In recent years, there’s been countless discussions on how to get the younger generations interested in baseball.  The reason that people cite as being the main problem is the speed and duration of the game.  Many believe that baseball is too slow of a game for people to be interested in.  Sports fans these days want nonstop action, which is why they tend to gravitate more towards basketball, hockey, and even football to an extent.  Paired with this belief that baseball is a slow game is a complaint that the game is too boring and rigid.  Baseball players don’t seem to have as much fun and freedom out on the field as players do in other sports.  A large debate within this topic is whether bat flips are hurtful or harmful to the game of baseball.  Many current and former players have taken sides as well as baseball analysts.  With no definitive frontrunner in this growing debate, I am here to answer the question…Bat flips: Friend or Foe?Division Series - Texas Rangers v Toronto Blue Jays - Game Five

A bat flip is the action of flipping ones bat in an exaggerated manner after making contact with the ball, tending to be done after hitting a home run.  This is a celebration that has come about in recent years with the new wave of young players coming into the league.  Since this celebration came about seemingly out of this class as players, the bat flip debate has appeared to be divided into old baseball vs. new.  Older baseball players, both current and retired, seem to take offense to bat flips, while many new players are all for it, feeling that it brings more energy and fun to the game.  The two leaders of the bat flip movement, in my opinion, are Jose Bautista, and Odubel Herrera.  I say this because they have garnered the most attention from their bat flips.  Bautista brought bat flips into the spotlight with his display after hitting that clutch home run against the Texas Rangers back in game 5 of the 2015 ALDS.  Along with that instance, Bautista has bat flipped after a home run on numerous occasions, which has sparked controversy at times, even leading to benches being cleared after some on occasion.ap-odubel-herrera-bat-flip

Odubel Herrera on the other hand, I credit to being a leader of the bat flip movement simply because he partakes in it so often.  Odubel Herrera appears to treasure bat flips and tries to incorporate them into his play in any way he can.  Countless times we have seen Herrera bat flip after hitting a bomb over the fences.  And even on occasions, Herrera has done one on a ball that doesn’t even leave the yard and whether it was intentional or not, he isn’t the only one to do it.  Hanley Ramirez once bat flipped on a ball that was clearly not going out.  In fact, it was a mere looper into right field, so Herrera is not the only one.  And yes, I will admit that it is a bit embarrassing when a player does a bat flip or takes his time running to first, thinking they’ve just hit a bomb and it turns out to hit off the wall, but at the same time, it’s pretty damn entertaining.  Plus it is also the risk they take when they choose to celebrate early.  Just look at Nick Young for example.

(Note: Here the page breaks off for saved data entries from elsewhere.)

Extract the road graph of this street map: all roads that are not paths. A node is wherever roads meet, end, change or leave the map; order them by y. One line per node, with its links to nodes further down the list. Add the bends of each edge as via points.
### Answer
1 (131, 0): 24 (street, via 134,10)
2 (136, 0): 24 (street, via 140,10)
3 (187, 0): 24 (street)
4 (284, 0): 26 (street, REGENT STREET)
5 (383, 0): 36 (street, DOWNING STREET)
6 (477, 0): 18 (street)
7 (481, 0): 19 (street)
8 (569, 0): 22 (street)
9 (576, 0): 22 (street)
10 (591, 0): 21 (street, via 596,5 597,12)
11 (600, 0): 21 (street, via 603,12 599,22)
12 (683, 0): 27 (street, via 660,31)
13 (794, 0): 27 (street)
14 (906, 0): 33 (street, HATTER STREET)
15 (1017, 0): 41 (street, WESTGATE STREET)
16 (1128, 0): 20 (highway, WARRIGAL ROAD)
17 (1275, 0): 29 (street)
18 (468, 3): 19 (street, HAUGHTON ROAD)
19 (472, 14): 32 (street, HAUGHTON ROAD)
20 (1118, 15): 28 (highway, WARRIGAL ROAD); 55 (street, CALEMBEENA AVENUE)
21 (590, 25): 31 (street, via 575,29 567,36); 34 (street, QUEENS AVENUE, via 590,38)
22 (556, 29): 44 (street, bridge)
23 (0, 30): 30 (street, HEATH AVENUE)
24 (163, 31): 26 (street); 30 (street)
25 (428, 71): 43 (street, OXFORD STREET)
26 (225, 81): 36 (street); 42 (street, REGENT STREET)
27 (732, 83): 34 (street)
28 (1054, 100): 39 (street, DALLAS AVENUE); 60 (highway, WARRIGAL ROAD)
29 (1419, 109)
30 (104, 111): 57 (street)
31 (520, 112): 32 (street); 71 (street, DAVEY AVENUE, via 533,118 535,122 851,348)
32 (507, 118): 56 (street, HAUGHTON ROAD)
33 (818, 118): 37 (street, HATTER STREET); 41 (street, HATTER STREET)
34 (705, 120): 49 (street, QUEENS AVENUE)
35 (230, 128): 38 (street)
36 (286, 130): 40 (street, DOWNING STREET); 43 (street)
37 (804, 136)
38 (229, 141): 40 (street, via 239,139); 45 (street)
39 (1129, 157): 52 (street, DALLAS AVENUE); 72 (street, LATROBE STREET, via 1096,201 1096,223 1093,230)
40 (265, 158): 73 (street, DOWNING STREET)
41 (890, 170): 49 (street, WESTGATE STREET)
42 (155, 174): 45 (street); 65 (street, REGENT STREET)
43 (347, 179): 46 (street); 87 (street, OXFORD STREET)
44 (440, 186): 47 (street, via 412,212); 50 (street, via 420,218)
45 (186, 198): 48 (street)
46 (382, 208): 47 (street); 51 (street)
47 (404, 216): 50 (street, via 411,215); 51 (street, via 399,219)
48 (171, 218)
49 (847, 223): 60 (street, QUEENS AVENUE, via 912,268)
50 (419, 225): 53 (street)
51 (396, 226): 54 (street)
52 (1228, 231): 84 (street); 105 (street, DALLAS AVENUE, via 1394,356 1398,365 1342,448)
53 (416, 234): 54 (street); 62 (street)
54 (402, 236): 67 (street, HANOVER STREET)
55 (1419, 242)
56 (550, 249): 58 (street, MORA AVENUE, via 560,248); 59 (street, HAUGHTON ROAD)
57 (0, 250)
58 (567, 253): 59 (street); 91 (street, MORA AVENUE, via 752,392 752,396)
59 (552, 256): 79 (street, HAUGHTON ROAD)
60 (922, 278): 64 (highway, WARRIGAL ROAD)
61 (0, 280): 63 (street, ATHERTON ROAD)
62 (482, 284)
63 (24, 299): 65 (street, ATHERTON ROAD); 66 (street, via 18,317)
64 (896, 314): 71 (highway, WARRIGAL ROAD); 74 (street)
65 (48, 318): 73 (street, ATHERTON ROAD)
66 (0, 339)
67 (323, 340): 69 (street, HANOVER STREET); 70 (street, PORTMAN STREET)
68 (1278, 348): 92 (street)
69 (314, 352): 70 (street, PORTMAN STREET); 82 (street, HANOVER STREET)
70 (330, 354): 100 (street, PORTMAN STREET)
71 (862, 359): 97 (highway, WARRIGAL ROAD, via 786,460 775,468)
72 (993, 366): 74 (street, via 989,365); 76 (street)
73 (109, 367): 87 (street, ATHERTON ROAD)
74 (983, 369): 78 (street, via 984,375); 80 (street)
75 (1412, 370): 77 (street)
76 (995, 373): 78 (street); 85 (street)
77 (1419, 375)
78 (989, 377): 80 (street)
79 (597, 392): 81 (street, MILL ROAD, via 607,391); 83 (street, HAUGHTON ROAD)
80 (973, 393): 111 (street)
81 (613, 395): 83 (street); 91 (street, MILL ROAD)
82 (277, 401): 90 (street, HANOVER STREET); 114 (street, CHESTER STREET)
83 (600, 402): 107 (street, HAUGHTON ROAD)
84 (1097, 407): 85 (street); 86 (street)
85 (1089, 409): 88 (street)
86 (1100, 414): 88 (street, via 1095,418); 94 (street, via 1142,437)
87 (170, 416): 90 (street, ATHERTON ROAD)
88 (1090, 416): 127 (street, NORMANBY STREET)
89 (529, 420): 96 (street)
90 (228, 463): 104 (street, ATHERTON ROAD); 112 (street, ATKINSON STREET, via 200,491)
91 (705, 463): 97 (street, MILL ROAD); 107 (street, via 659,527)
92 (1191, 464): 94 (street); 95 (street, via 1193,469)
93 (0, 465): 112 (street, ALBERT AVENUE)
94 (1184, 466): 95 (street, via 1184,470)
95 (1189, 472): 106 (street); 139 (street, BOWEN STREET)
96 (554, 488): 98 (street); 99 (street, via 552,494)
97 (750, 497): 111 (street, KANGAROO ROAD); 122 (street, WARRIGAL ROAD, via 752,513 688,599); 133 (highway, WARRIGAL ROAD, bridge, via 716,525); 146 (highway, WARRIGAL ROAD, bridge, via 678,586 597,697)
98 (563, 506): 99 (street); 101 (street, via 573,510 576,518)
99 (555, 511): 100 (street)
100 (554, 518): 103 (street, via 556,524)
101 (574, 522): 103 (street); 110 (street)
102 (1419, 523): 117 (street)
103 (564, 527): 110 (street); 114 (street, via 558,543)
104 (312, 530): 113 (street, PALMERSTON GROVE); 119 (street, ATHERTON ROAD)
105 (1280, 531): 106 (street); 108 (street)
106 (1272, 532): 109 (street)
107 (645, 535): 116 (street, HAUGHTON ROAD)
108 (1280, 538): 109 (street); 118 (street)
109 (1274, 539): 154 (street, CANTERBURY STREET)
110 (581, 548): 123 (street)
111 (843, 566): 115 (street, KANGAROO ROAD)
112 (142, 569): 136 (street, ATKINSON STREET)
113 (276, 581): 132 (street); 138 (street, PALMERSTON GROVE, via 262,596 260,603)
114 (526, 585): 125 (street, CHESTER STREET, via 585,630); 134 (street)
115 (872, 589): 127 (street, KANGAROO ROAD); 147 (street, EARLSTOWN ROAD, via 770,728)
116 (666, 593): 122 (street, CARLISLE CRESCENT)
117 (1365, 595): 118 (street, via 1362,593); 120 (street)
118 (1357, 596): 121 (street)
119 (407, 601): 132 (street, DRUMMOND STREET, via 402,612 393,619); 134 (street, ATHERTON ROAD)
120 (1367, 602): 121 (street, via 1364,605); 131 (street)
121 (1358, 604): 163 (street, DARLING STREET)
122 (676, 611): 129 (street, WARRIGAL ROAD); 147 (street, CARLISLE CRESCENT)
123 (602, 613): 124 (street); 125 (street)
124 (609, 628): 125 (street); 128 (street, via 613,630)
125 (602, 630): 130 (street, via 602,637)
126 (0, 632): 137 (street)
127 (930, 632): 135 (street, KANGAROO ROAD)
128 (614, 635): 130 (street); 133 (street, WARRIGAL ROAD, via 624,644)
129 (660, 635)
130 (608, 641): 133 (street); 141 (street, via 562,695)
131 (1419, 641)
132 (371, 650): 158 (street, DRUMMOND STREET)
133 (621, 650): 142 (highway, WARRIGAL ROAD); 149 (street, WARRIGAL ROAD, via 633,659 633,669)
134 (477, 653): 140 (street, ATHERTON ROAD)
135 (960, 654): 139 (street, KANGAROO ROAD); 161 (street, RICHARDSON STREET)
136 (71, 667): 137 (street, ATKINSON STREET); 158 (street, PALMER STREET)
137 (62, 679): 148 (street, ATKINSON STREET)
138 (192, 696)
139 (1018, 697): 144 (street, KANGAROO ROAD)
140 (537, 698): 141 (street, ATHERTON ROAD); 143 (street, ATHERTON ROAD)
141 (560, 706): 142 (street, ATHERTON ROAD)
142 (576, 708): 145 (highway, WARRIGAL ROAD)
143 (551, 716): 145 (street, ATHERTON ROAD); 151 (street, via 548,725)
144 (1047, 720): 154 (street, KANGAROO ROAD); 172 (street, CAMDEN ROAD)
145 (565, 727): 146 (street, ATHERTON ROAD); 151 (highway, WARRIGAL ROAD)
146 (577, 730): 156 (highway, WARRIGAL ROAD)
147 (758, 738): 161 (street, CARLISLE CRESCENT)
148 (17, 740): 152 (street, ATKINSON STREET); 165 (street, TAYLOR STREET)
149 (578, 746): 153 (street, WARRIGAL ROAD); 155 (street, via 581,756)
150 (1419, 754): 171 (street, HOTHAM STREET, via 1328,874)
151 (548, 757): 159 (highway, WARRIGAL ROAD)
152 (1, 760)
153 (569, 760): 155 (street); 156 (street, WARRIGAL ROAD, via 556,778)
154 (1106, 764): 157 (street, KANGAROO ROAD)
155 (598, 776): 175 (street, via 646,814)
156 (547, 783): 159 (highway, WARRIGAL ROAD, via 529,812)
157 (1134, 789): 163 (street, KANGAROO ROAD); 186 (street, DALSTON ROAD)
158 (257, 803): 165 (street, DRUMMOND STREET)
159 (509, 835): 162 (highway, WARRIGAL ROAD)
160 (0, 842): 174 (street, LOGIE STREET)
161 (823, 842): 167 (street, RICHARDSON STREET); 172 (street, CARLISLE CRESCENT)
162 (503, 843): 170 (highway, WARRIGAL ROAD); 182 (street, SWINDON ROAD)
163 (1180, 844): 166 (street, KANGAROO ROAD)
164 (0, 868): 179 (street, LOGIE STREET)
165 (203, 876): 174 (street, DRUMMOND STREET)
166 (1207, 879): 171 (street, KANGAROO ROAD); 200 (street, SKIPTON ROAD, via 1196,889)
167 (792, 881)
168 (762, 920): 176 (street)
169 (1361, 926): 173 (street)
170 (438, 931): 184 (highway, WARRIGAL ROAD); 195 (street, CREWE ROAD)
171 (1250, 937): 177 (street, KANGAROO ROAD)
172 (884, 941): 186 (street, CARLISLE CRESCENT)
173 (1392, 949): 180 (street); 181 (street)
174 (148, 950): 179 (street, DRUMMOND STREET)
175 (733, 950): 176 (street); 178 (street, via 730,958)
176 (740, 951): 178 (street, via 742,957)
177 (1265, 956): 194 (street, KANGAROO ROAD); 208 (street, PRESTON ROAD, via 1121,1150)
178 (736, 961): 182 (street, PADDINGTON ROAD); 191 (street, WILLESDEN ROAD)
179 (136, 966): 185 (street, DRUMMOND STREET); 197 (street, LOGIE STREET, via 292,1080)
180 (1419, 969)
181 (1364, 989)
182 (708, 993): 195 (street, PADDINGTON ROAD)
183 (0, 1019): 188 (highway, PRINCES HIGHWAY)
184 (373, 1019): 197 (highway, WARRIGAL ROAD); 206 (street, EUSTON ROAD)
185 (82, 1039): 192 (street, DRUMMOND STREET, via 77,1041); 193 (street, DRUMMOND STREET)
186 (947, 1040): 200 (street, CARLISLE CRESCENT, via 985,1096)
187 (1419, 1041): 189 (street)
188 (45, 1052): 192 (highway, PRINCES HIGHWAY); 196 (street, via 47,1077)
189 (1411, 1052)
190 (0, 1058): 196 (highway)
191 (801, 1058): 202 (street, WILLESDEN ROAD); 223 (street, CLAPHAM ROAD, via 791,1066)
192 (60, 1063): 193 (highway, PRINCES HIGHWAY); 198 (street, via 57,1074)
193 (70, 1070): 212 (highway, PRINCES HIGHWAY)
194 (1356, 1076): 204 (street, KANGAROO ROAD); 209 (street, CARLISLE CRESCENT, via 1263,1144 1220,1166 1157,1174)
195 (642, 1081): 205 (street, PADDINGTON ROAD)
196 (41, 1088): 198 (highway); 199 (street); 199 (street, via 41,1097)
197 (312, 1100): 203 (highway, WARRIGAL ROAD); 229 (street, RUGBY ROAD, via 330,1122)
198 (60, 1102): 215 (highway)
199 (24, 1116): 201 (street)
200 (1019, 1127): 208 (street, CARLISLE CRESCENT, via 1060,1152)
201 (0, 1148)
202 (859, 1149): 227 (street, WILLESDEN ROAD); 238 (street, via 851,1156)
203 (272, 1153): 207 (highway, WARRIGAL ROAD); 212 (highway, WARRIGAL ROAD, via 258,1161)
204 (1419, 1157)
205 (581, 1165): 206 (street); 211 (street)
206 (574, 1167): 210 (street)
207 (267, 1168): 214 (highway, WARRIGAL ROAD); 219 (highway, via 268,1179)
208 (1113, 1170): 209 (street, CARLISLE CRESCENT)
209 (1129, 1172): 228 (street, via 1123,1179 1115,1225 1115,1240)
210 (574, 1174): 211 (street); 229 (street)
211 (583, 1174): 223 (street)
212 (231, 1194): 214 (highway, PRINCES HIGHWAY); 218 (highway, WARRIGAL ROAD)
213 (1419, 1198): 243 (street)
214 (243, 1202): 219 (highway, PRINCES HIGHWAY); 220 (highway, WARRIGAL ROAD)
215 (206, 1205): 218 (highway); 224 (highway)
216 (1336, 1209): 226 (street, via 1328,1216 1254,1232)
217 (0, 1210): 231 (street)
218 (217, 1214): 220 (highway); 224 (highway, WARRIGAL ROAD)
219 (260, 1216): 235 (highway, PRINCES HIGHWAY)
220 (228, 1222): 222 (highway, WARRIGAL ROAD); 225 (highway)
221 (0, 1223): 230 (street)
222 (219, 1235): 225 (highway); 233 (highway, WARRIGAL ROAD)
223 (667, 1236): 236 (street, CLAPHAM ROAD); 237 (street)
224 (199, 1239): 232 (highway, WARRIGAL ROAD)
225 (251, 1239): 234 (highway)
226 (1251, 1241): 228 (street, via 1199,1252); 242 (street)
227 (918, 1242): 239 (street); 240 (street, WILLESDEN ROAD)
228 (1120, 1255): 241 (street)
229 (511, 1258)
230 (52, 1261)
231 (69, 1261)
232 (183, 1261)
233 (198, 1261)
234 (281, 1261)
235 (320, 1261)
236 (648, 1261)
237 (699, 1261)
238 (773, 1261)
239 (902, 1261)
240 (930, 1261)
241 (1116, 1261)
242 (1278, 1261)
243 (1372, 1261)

So what’s the problem with this?  Well, for starters, pitchers do not take too kindly to a bat flip after a home run.  They see it as the batter showing them up and pitchers don’t like being shown up.  Numerous times we have seen a player get plunked his next at-bat after celebrating a home run in a manner like that.  Now whether that is a right response or not is another argument altogether, so I won’t touch that one (yet).  The main argument, however, against bat flips goes a bit hand in hand with pitcher retaliation.  Pitchers tend to retaliate and bean an opposing player after being shown up in some way.  Whether it’s after a bit of an argument, a player admiring a home run, or in the case of this article, a bat flip.  Pitchers don’t like being shown up, which means they are not a fan of any sort of home run celebration.  Many former pitchers have openly expressed that if a batter were to flip their bat in a way that some players have done, that they would drill the next guy up.  This argument, however, comes off as a bit hypocritical in my opinion.  Batters are not allowed to show their excitement after hitting a home run, but when a pitcher strikes someone out in a big spot they’re allowed to yell and celebrate as they walk off the mound?  It just doesn’t seem fair.  A batter celebrates, and he’s got to worry about being hit the next time around, but a pitcher celebrates and he doesn’t have to worry about a thing.  It just does not seem fair to let a pitcher express his emotions then deny a batter of expressing his own.rob_jkvvtmad_si9tyf9e

The commissioner of baseball, Robert Manfred, always preaches how he wants to make the game more fun and enjoyable for both fans and players, so I feel that it would only be right for him to encourage players to have fun out there.  And for a lot of players, celebrating more is a way to have fun.  Look at soccer and football, for example.  They allow their players to celebrate after scoring and it seems to make the game a lot more fun and interesting.  It’s always great to see the unique and funny celebrations players come up with after scoring a goal or a touchdown.  Fans eat that stuff up.  The amount of funny celebration compilations that are out there is astronomical.  If players were allowed to be more expressive with their celebrations, such as doing a bat flip after a home run, then I am certain that more people would become interested in the game of baseball.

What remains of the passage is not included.